== Segment start ==

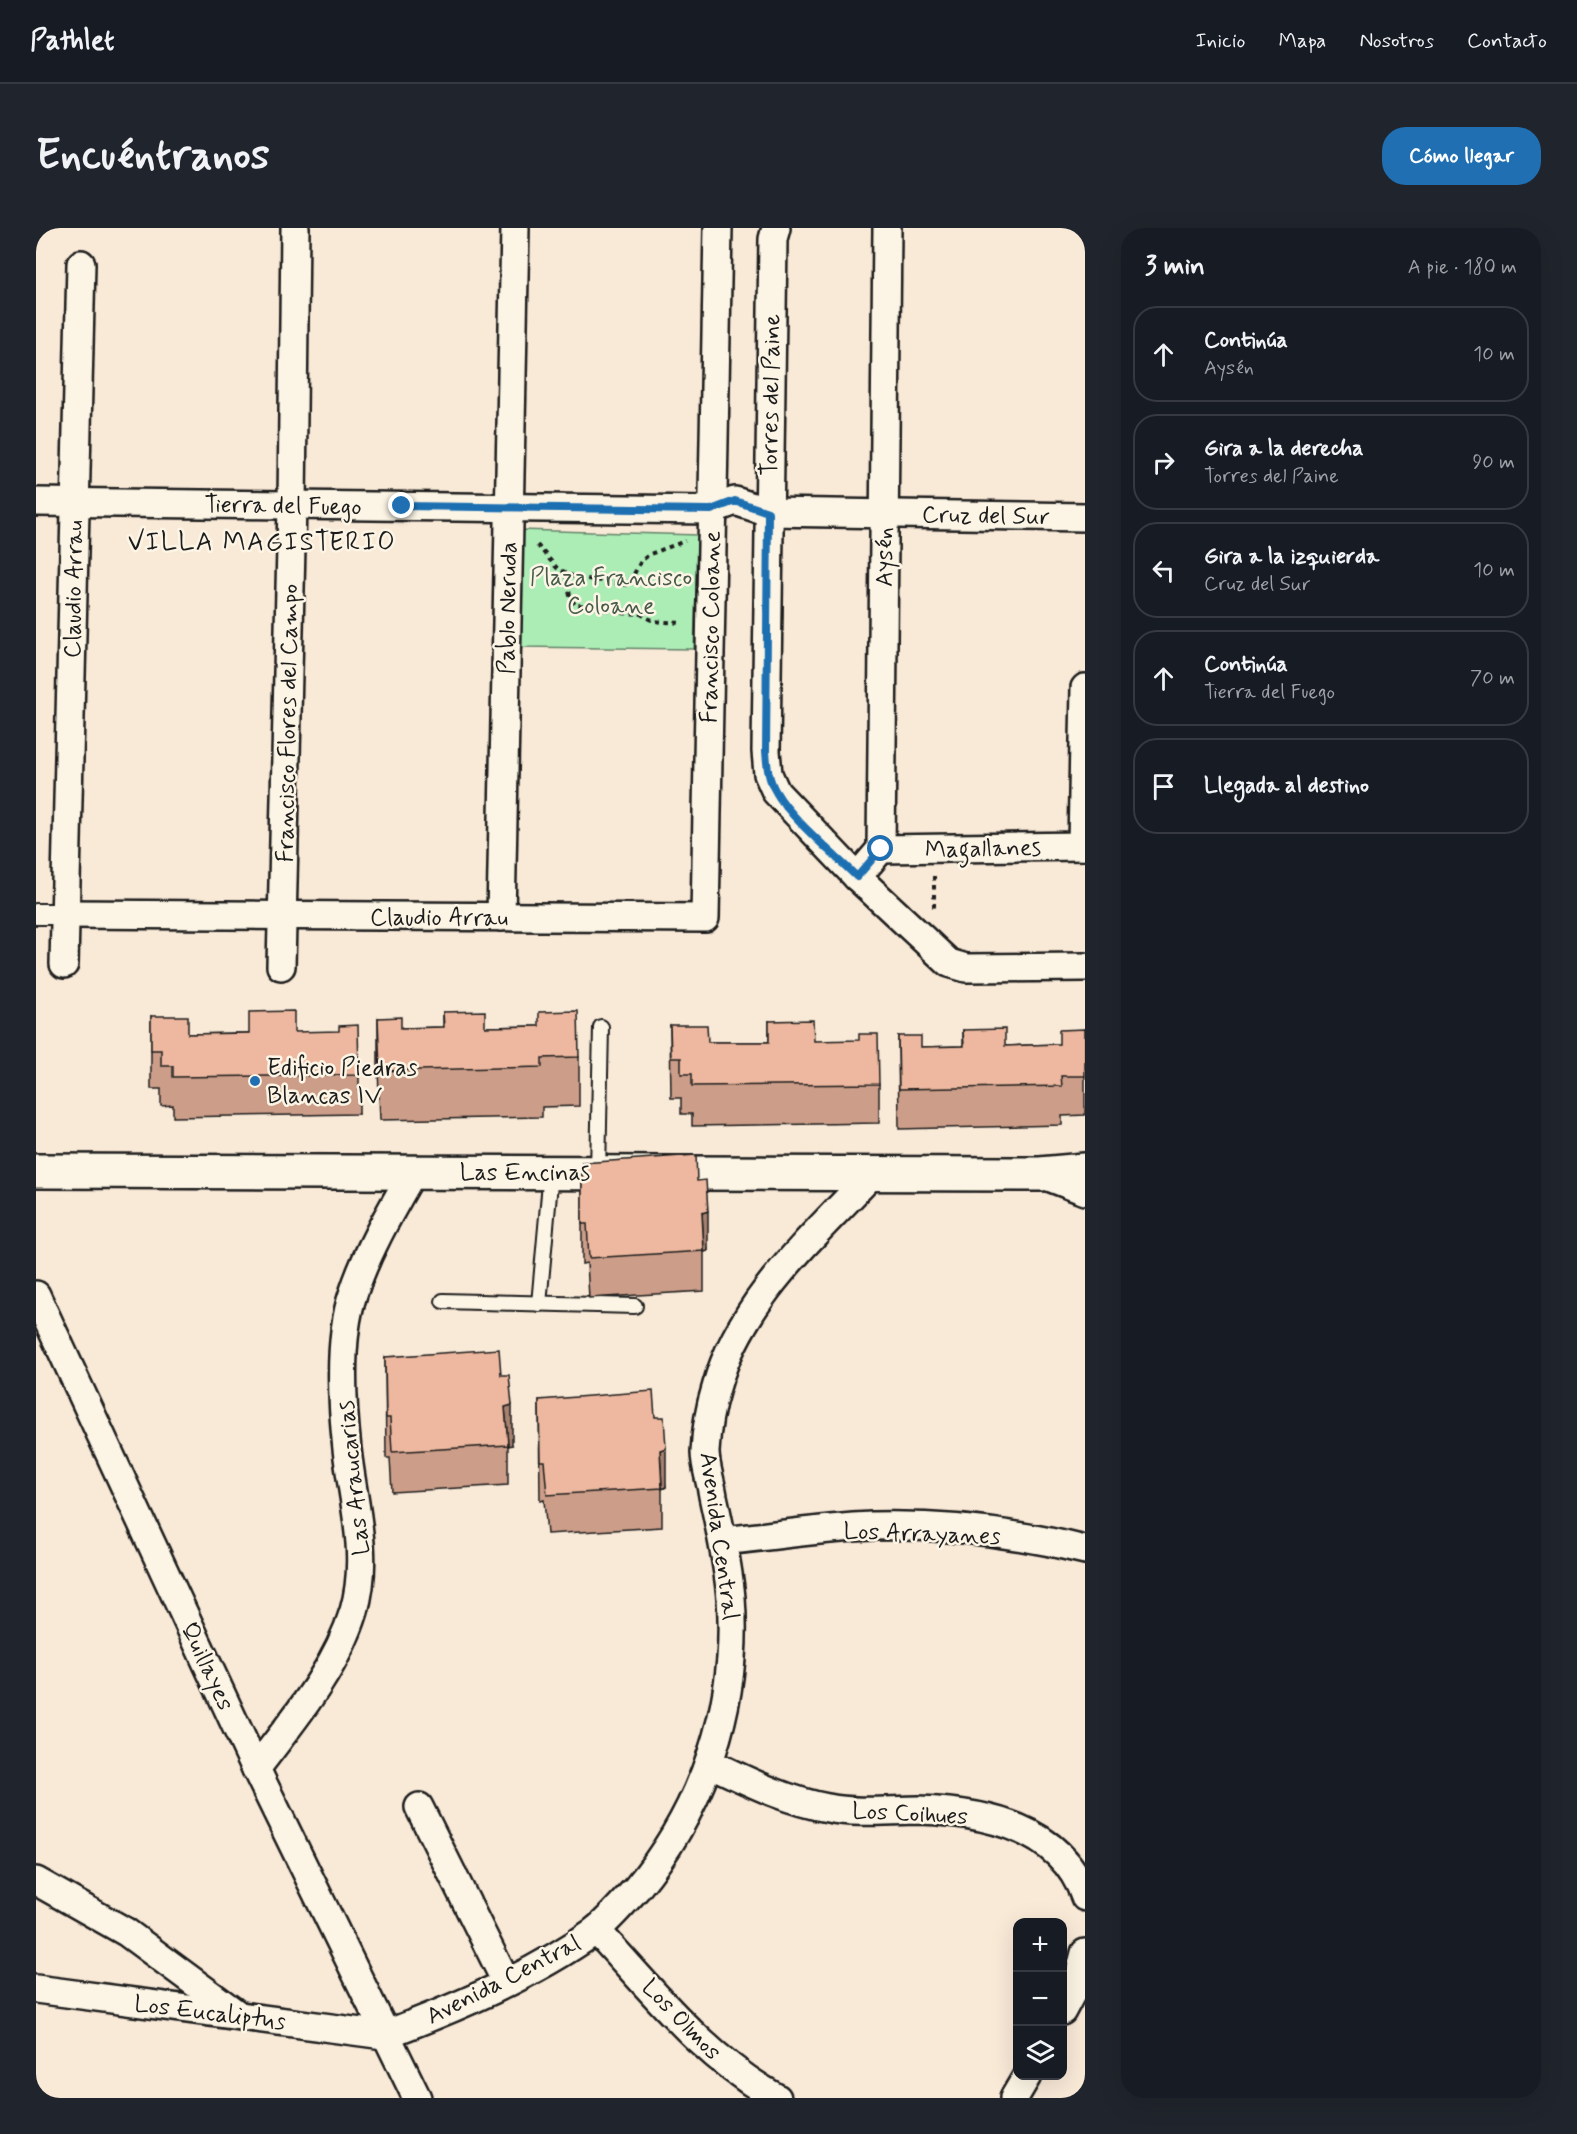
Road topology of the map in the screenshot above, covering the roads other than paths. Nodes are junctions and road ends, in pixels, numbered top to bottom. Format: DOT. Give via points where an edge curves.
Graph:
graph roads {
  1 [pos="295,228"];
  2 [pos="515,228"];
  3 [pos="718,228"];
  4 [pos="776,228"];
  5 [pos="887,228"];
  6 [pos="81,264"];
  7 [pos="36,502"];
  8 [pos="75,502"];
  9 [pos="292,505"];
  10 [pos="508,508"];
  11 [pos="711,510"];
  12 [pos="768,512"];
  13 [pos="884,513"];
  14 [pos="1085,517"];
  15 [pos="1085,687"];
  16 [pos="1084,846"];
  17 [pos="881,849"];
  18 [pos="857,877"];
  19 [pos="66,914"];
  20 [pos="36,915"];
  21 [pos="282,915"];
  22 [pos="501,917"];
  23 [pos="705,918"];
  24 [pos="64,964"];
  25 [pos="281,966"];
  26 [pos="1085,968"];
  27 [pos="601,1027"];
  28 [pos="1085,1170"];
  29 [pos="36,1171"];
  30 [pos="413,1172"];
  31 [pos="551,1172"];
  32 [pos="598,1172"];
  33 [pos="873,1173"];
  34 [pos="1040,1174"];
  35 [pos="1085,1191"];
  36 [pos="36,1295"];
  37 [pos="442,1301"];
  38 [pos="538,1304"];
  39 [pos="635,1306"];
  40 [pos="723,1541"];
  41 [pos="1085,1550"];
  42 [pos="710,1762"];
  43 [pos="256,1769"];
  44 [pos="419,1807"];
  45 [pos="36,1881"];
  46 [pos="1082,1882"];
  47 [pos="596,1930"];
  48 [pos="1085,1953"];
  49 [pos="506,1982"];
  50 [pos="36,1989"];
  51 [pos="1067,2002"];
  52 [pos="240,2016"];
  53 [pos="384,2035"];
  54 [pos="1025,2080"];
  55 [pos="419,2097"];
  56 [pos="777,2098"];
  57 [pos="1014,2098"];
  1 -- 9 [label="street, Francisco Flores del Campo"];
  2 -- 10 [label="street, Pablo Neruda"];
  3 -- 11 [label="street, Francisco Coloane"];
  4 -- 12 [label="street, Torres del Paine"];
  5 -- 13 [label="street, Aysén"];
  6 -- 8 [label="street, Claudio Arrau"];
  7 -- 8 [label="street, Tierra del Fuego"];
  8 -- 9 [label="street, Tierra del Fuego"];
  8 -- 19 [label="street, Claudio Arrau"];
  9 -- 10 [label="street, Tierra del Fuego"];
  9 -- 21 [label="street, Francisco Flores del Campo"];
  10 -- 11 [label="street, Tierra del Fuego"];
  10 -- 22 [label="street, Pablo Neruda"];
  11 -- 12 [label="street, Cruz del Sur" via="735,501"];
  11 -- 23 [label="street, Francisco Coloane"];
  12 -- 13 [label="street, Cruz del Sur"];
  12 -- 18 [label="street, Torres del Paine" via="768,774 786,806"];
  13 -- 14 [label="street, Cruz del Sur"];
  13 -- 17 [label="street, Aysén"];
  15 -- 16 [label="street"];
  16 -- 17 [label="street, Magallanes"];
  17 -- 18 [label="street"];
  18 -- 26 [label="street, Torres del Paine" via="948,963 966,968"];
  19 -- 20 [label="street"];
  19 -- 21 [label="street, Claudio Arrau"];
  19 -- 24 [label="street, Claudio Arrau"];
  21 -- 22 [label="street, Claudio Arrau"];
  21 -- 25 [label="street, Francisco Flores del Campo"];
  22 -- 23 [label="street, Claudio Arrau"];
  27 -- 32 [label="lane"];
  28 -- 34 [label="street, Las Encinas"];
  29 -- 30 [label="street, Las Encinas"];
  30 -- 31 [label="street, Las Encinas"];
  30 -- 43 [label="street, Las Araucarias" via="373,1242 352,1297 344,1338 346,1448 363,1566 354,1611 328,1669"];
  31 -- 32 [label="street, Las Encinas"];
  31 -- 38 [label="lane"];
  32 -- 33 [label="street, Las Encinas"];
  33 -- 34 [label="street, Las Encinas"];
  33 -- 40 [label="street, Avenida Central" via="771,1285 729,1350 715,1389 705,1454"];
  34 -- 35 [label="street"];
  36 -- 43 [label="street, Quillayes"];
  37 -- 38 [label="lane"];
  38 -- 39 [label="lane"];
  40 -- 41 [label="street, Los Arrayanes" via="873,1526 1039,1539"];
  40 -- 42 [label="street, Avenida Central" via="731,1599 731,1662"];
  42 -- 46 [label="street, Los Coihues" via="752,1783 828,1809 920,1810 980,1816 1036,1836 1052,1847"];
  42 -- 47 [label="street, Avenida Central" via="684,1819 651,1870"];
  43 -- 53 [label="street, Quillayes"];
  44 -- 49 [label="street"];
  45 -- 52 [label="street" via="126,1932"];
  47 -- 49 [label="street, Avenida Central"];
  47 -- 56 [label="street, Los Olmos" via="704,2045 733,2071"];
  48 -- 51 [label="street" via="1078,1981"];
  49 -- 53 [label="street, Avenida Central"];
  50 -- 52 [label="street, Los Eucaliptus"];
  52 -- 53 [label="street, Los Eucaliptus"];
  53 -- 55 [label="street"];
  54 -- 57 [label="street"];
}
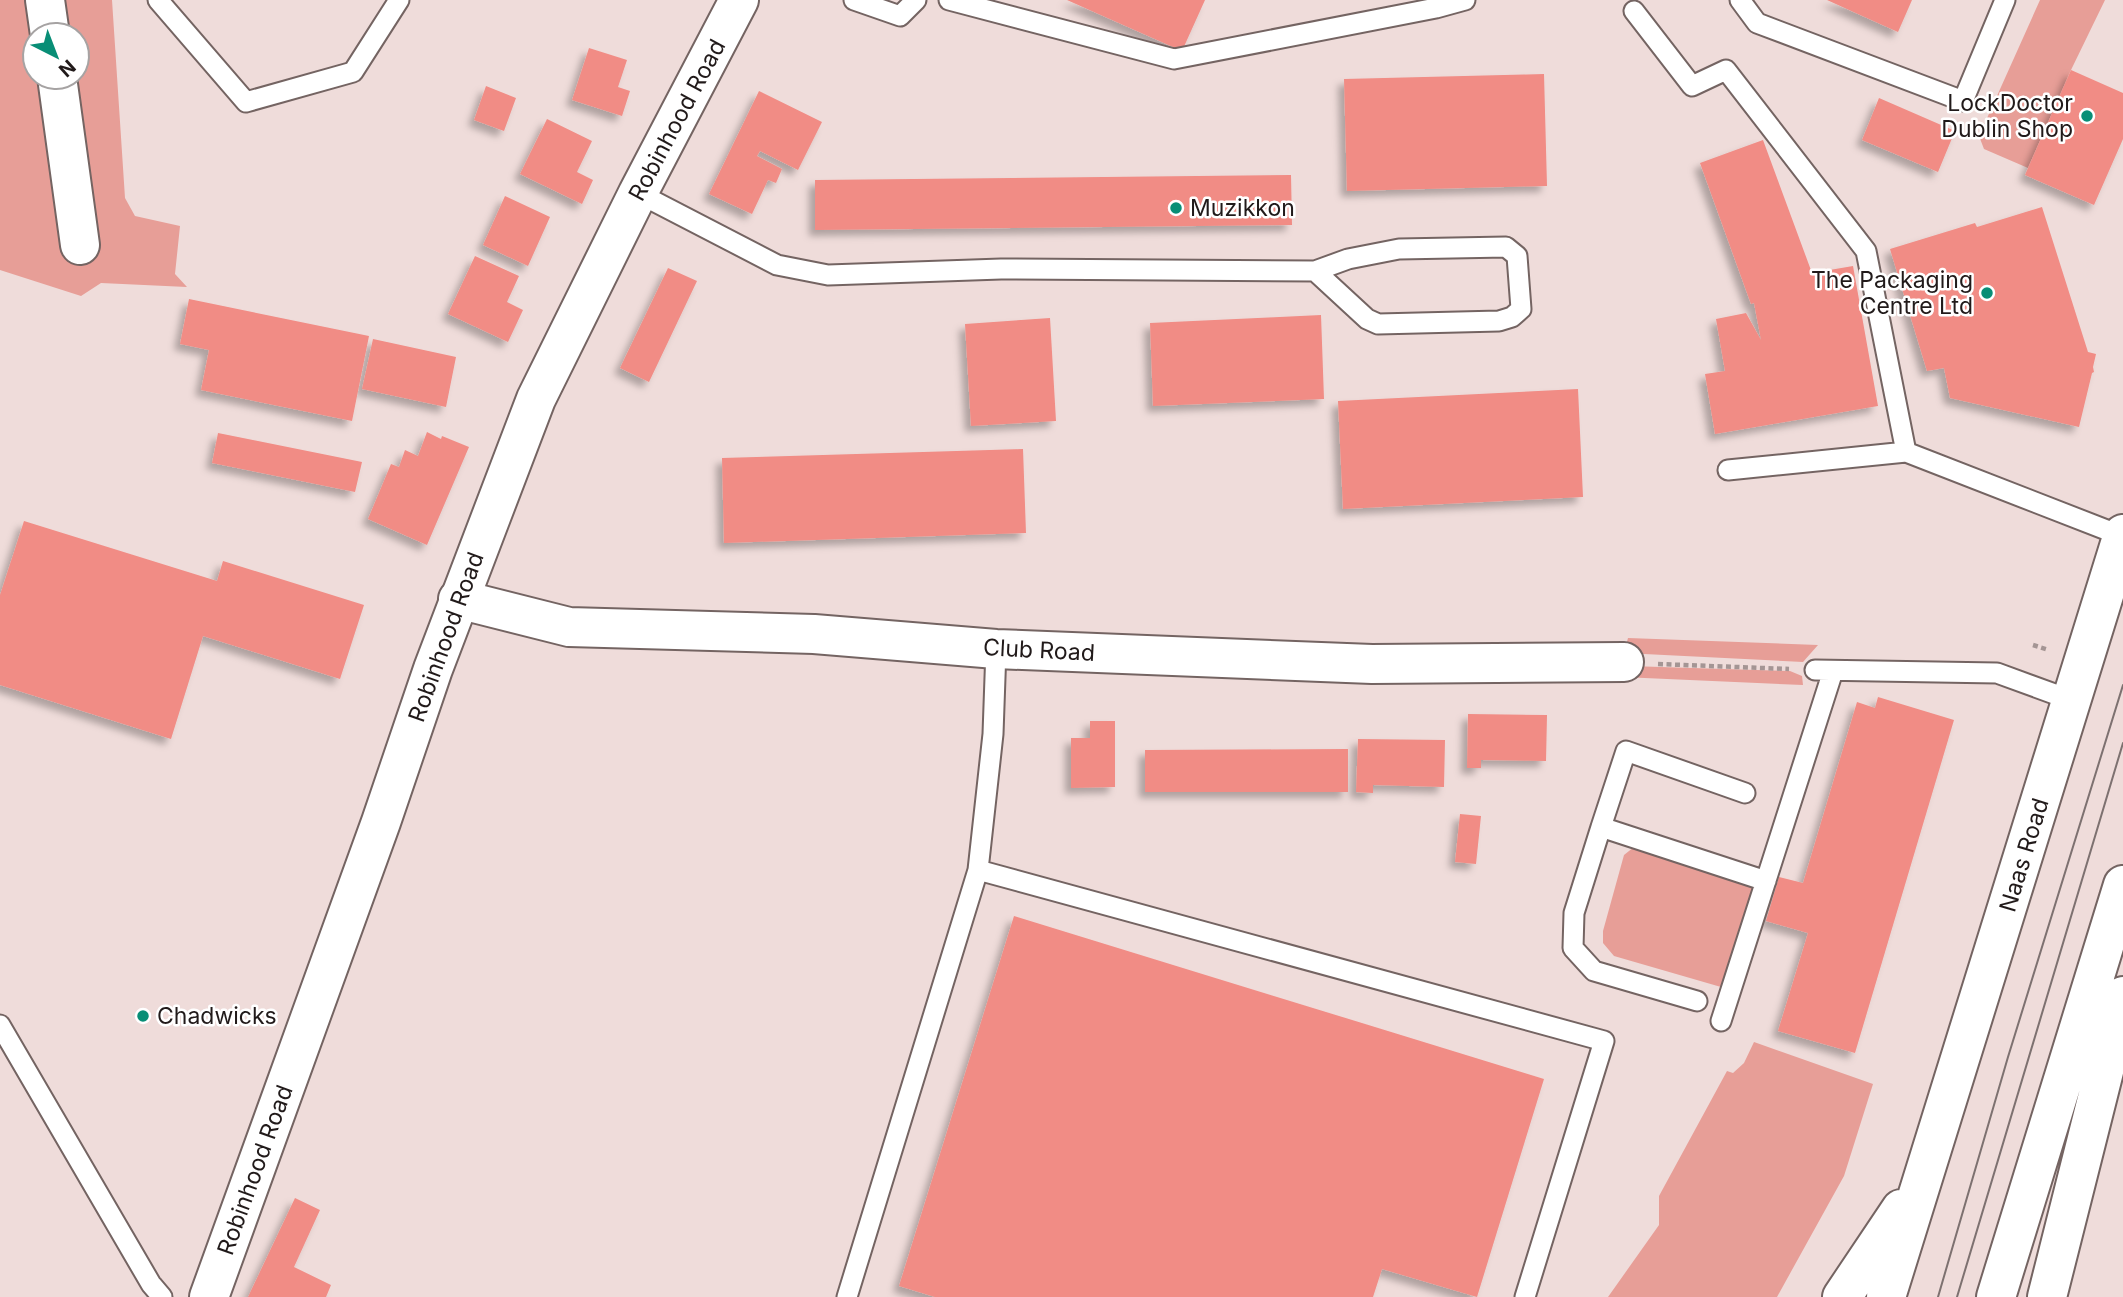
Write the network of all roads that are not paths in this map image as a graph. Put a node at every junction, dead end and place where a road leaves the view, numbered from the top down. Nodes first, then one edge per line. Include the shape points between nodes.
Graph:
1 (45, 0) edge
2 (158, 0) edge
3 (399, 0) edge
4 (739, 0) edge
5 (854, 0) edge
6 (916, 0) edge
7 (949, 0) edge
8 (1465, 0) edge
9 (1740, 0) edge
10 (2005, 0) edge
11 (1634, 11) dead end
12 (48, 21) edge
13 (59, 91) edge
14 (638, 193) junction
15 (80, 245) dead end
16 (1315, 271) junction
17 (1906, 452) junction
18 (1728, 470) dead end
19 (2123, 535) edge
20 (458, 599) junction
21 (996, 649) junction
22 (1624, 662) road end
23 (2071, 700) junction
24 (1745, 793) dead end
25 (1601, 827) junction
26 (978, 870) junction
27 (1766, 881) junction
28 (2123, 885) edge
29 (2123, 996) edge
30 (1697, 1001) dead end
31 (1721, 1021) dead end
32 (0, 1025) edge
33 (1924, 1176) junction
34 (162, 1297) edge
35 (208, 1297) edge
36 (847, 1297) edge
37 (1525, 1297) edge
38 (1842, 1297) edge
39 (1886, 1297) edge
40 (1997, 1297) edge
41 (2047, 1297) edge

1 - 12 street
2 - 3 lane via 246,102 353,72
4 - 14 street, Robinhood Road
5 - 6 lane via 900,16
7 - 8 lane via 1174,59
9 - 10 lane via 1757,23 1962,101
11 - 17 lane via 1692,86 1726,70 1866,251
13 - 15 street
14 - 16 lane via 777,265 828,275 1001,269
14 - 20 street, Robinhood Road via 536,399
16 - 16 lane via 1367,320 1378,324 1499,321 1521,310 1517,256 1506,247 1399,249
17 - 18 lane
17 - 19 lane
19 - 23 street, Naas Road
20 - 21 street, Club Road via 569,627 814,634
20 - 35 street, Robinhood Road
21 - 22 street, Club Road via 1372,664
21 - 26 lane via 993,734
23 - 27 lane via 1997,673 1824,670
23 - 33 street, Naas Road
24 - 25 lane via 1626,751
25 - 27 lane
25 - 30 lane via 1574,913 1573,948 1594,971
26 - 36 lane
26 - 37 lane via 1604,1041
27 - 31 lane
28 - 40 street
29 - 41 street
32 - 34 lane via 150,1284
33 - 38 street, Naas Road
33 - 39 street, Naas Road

== Segment end ==

What is needed
Select every line in the material above where the string "Tierra" occurs, and copy it.

The completed task
  7 -- 8 [label="street, Tierra del Fuego"];
  8 -- 9 [label="street, Tierra del Fuego"];
  9 -- 10 [label="street, Tierra del Fuego"];
  10 -- 11 [label="street, Tierra del Fuego"];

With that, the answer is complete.